Uncategorized — December 27, 2016 at 5:30 pm

Another fake news voucher story from the Great Lakes Education Project and Betsy DeVos


Another #fakenews story is being promoted by the Great Lakes Education Project (GLEP), Betsy DeVos’s personally founded and funded school privatization guerrilla organization in Michigan. The mother quoted here, Maria Salazar, has been writing a version of this article for Betsy-DeVos-funded organizations since at least 2013: this one, from the American Federation for Children–a DeVos voucher front group–introduces us to Maria’s daughter, who has seemingly been “rescued” from her public school through the generosity of Betsy DeVos herself…

The Corporate Tuition Tax Credit Scholarship program changed her life and gave her opportunities her single mother Maria could not have afforded on her own. Maria and Nydia immigrated to the U.S. from Peru when Nydia was a small child.

“When we arrived in the U.S. I told Nydia that if I work hard to support us and she works hard to learn in school, we would find the opportunities we came here for,” says Maria Salazar. “I was so relieved, excited and, most of all, grateful when I found out Nydia would have a scholarship to attend St. Mary’s. It was everything I promised Nydia all those years ago.”

Similar “news articles” from the past several years on Ms. Salazar’s adventures in voucher marketing can be found here and here, from 2013, and here, in 2014. In fact, promoting Betsy’s voucher plans seems to be something of a side job for Ms. Salazar.

Let’s interject a little bit of context here: The AZ voucher program is actually a set of 5 different programs, and they have collectively been a disaster for Arizona by virtually any measure.

Among the 5 options offered by the state are 4 “tax credit” choices, and an “ESA”, or education savings account option. The average value of three of the “tax credit” vouchers available under this plan, the most popular choices, is between $1300-$1800 per year. The other tax credit option, available only to students with special needs, provides around $4000 per year.

The school Ms. Salazar’s daughter attended, a Catholic high school, costs over $14,000 per year for tuition alone.

As is the case in every state in which vouchers are available, AZ’s vouchers don’t provide nearly enough money to allow Ms. Salazar’s daughter to attend St. Mary’s High School. These vouchers merely provide a relatively negligible number of taxpayer provided dollars to subsidize her daughter’s attendance, at a religious school, while siphoning much needed tax revenues from the public school she was attending.

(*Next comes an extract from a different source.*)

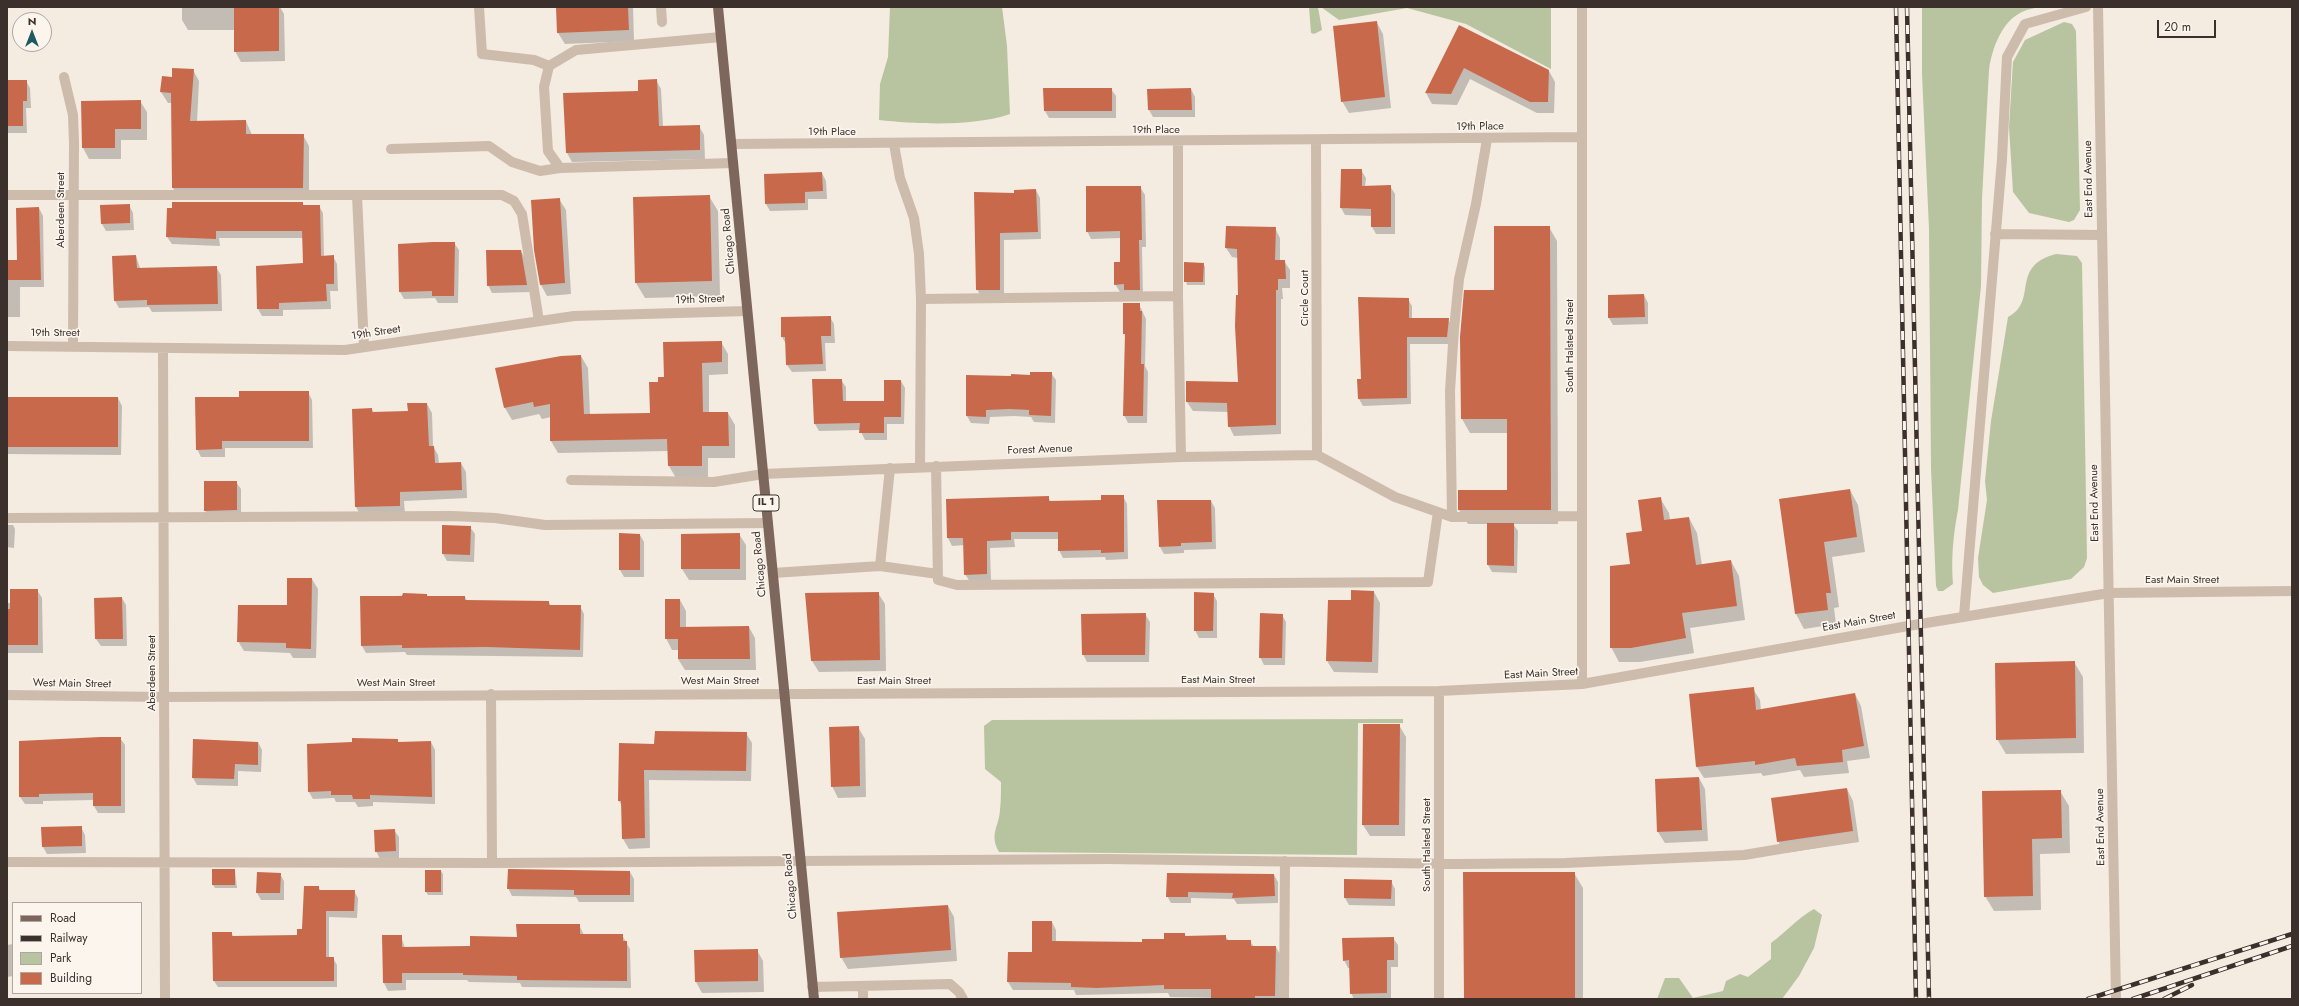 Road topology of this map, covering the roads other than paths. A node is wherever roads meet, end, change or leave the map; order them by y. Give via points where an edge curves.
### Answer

Far from being a way to “level the education playing field,” or a mechanism to insure “that children’s ZIP codes should not confine them to failing schools,” vouchers are nothing more than a political tool to redistribute public school dollars to private and religious schools.

What I find truly fascinating about all of this is that all that GLEP seems able to do is recycle stories from the 2 or 3 families that Betsy DeVos’ voucher front-groups have been circulating over the last 3 years. Considering the millions that the DeVos family is paying GLEP, they really aren’t getting a very good return on their investment.

And the bottom line on vouchers remains the same: they typically don’t help anyone attend a school they weren’t already attending, they don’t provide enough money to cover tuition and fees at many private or religious schools, and they aren’t about providing “equity,” as the biggest result of vouchers is more segregated schools.

Vouchers are wrong for Arizona, and wrong for our country.

Betsy DeVos is wrong for Michigan, and wrong for Secretary of Education.